As recent studies have pointed out, a proper post-processing of PI data in terms of a correction for D/D is essential for a reliable assessment of perfusion, especially since sSVD remains one of the most common deconvolution techniques in vendor-specific and non-proprietary software packages [27, 28]. Emphasis in our study was placed on the applicability of optimised PI imaging in acute stroke imaging. Our study provides new results suggesting that software packages are available that enable PI to be more reliable and therefore it may support the evaluation of thrombolysis. This is contrary to previous studies of Galinovic et al. who showed that similar software packages do not estimate the extent of hypoperfusion correctly [29, 30]. However, the computing times of the different software approaches remain a clear constraint. In view of the precept “time is brain”, a computing time of at least 20 min is far too long when using mismatch assessment for the therapy decision and a computing time close to 5 min would be more favourable. Nevertheless, a manufacturer-provided package such as Package B with a fully automated AIF selection and robust optimisation methods appears to be most feasible in acute stroke imaging.

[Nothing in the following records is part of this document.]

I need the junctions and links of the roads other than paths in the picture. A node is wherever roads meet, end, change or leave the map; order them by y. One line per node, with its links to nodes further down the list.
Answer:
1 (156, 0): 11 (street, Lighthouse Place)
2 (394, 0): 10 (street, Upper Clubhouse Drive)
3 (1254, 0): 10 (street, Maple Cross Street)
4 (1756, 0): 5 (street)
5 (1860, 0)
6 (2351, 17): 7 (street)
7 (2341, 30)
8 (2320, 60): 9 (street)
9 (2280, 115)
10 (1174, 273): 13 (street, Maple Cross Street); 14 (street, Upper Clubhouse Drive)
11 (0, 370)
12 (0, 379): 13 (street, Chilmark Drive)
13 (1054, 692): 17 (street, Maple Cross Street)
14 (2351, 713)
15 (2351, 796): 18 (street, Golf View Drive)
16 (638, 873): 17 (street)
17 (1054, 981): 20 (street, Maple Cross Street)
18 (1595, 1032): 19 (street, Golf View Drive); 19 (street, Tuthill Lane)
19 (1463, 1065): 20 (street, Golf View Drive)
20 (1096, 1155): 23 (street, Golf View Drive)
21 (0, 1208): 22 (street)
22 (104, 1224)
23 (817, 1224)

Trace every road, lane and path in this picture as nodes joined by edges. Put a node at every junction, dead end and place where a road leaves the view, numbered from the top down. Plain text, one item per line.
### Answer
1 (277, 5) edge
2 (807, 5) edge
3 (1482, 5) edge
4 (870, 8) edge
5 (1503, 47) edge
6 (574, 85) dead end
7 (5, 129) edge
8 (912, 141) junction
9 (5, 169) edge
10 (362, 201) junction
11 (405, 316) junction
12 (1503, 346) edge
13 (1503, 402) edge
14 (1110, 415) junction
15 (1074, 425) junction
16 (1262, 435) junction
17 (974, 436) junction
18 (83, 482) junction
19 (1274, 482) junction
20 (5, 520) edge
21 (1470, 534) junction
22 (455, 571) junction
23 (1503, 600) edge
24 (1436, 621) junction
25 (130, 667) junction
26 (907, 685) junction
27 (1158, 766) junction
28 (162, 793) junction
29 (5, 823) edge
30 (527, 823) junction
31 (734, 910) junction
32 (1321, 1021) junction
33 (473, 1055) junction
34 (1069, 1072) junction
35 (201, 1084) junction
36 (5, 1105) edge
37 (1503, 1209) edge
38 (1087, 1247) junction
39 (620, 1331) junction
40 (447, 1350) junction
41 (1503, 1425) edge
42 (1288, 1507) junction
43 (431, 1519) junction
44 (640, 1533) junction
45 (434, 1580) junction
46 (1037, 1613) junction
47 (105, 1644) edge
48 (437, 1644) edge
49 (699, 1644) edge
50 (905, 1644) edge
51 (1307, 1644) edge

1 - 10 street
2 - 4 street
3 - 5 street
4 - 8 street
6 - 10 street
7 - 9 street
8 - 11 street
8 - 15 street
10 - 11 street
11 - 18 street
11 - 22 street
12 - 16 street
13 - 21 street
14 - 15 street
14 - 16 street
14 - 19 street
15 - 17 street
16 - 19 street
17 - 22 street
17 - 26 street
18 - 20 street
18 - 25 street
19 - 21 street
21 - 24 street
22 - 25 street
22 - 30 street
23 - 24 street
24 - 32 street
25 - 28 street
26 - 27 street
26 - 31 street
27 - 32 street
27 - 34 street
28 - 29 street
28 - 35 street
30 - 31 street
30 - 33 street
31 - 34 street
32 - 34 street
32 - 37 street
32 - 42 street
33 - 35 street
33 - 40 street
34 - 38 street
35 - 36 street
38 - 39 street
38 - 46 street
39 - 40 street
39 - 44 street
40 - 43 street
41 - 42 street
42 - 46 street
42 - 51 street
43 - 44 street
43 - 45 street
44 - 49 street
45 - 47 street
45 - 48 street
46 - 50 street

There are some limitations to this study. First, the different number of analysed data sets in the case of Packages D and E may complicate comparison with the other approaches in our study. The decision to introduce these packages as an additional sub-analysis was made in a late stage of the study in order to better distinguish between the effects of motion correction and those relating to the advanced algorithms for AIF and SVD. Nevertheless, with 29 randomly chosen patients from the complete cohort of 50, we reached a sufficient number for a reliable statistical analysis. Second, a larger sample of patients having a persisting vessel occlusion would be needed to prove differences between Packages B-E regarding correlation of the perfusion deficit and FLV. As perfusion quantification depends on the selection of the appropriate AIF, the specific procedure of manual selection may have been a bias to our results, even though selection was performed systematically on the basis of a well-evaluated methodology and was performed by a highly trained reader. Although determination of FLV on FLAIR day-6 images is a recognised method to measure short-term radiological outcome, a validated method to assess collateral flow in MRI would be desirable and we believe that this could enhance the evaluation of FLV respectively prediction of tissue fate. Lastly, our study is limited to a small number of post-processing algorithms and PI parameters. Although our focus was on the evaluation of software packages with the most commonly used algorithms, other algorithms could potentially be more insensitive to quantification errors. We focused on MTT and CBF as perfusion parameters since they are used most commonly in our department and since the effects of D/D on other relevant parameters such as time to maximum are already well described [31, 32]. However, it cannot be ruled out that one of the tested algorithms works more effectively with a parameter not evaluated in this study. Further studies should also focus on the question whether an optimised PI improves patient selection for thrombolysis. This has been recently discussed by Brown et al. who suggested that PI may support treatment decisions especially if patients present mild or minor symptoms [33].

Conclusion

Our three major findings were as follows: First, lesion volumes on MTT maps were significantly smaller when computed by an advanced PI analysis software. Therefore they may significantly influence mismatch volume assessment while CBF-based lesion volumes were comparable with all software packages. Second, correction for D/D has a wider influence on estimated lesion volumes than motion correction. Finally, a fully automated approach to computing PI maps seems optimal; however for acute stroke imaging further efforts have to be made to reduce the computing time.